**WHAT YOU NEED TO DO:** Sort through the data and copy the lines holding the word "João".

**DATA SUPPLIED:**
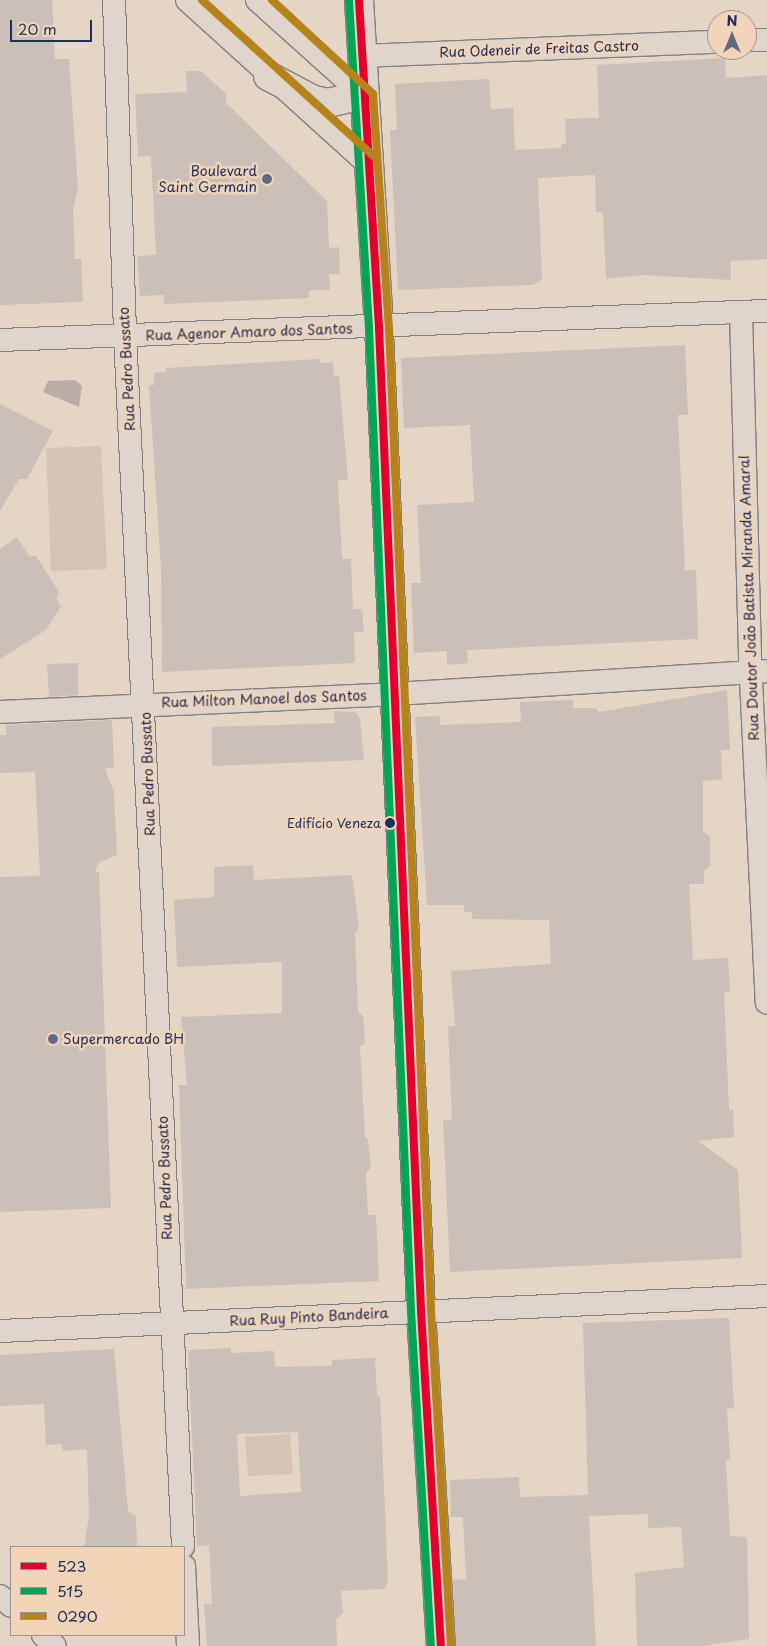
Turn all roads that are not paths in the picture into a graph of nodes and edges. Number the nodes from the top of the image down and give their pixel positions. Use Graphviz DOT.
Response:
graph roads {
  1 [pos="114,0"];
  2 [pos="187,0"];
  3 [pos="258,0"];
  4 [pos="360,0"];
  5 [pos="707,42"];
  6 [pos="362,56"];
  7 [pos="268,76"];
  8 [pos="363,95"];
  9 [pos="370,166"];
  10 [pos="767,311"];
  11 [pos="741,312"];
  12 [pos="379,328"];
  13 [pos="125,336"];
  14 [pos="0,340"];
  15 [pos="759,671"];
  16 [pos="393,694"];
  17 [pos="145,704"];
  18 [pos="0,712"];
  19 [pos="767,1003"];
  20 [pos="767,1296"];
  21 [pos="420,1311"];
  22 [pos="172,1324"];
  23 [pos="0,1331"];
  24 [pos="183,1546"];
  25 [pos="185,1586"];
  26 [pos="0,1596"];
  27 [pos="10,1605"];
  28 [pos="44,1636"];
  29 [pos="55,1646"];
  30 [pos="188,1646"];
  31 [pos="441,1646"];
  1 -- 13 [label="street, Rua Pedro Bussato"];
  2 -- 7 [label="street"];
  3 -- 8 [label="street"];
  4 -- 6 [label="street"];
  5 -- 6 [label="street, Rua Odeneir de Freitas Castro"];
  6 -- 8 [label="street"];
  7 -- 8 [label="street"];
  7 -- 9 [label="street"];
  8 -- 9 [label="street"];
  9 -- 12 [label="street"];
  10 -- 11 [label="street, Rua Agenor Amaro dos Santos"];
  11 -- 12 [label="street, Rua Agenor Amaro dos Santos"];
  11 -- 15 [label="street, Rua Doutor João Batista Miranda Amaral"];
  12 -- 13 [label="street, Rua Agenor Amaro dos Santos"];
  12 -- 16 [label="street"];
  13 -- 14 [label="street, Rua Agenor Amaro dos Santos"];
  13 -- 17 [label="street, Rua Pedro Bussato"];
  15 -- 16 [label="street, Rua Milton Manoel dos Santos"];
  15 -- 19 [label="street, Rua Doutor João Batista Miranda Amaral"];
  16 -- 17 [label="street, Rua Milton Manoel dos Santos"];
  16 -- 21 [label="street"];
  17 -- 18 [label="street, Rua Milton Manoel dos Santos"];
  17 -- 22 [label="street, Rua Pedro Bussato"];
  20 -- 21 [label="street, Rua Ruy Pinto Bandeira"];
  21 -- 22 [label="street, Rua Ruy Pinto Bandeira"];
  21 -- 31 [label="street"];
  22 -- 23 [label="street, Rua Ruy Pinto Bandeira"];
  22 -- 24 [label="street, Rua Pedro Bussato"];
  25 -- 30 [label="street"];
  26 -- 27 [label="street"];
  28 -- 29 [label="street"];
}
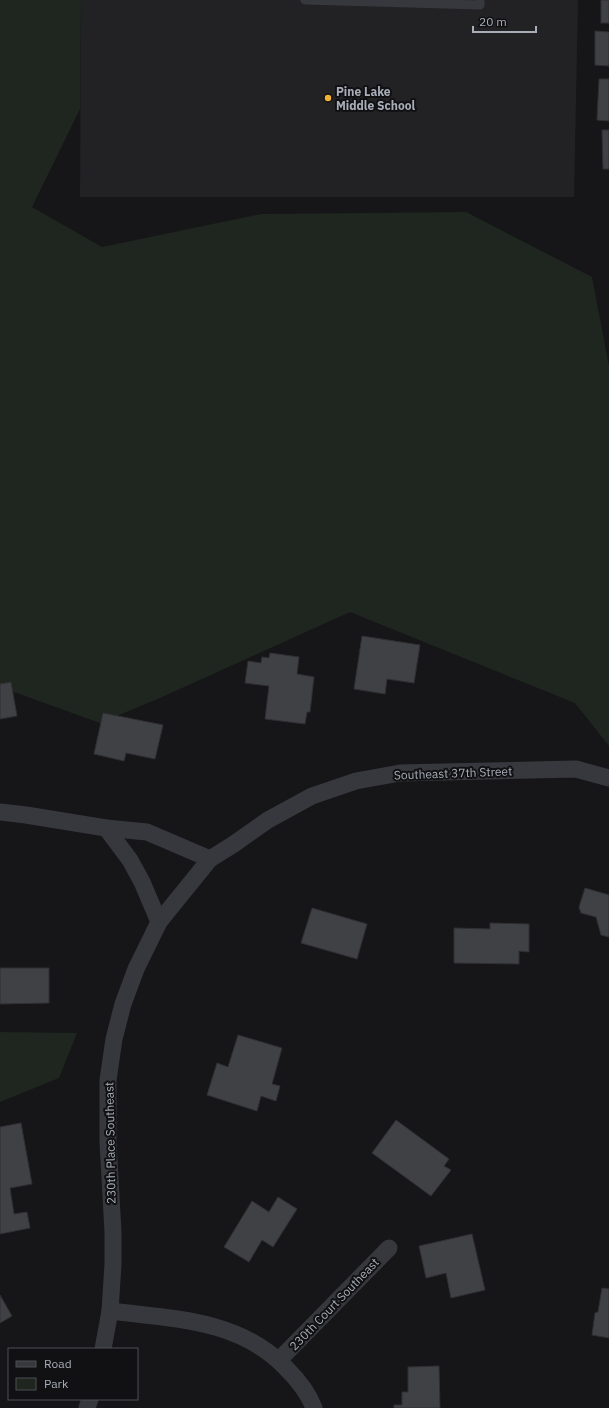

**OUTPUT FOR THIS EXERCISE:**
  11 -- 15 [label="street, Rua Doutor João Batista Miranda Amaral"];
  15 -- 19 [label="street, Rua Doutor João Batista Miranda Amaral"];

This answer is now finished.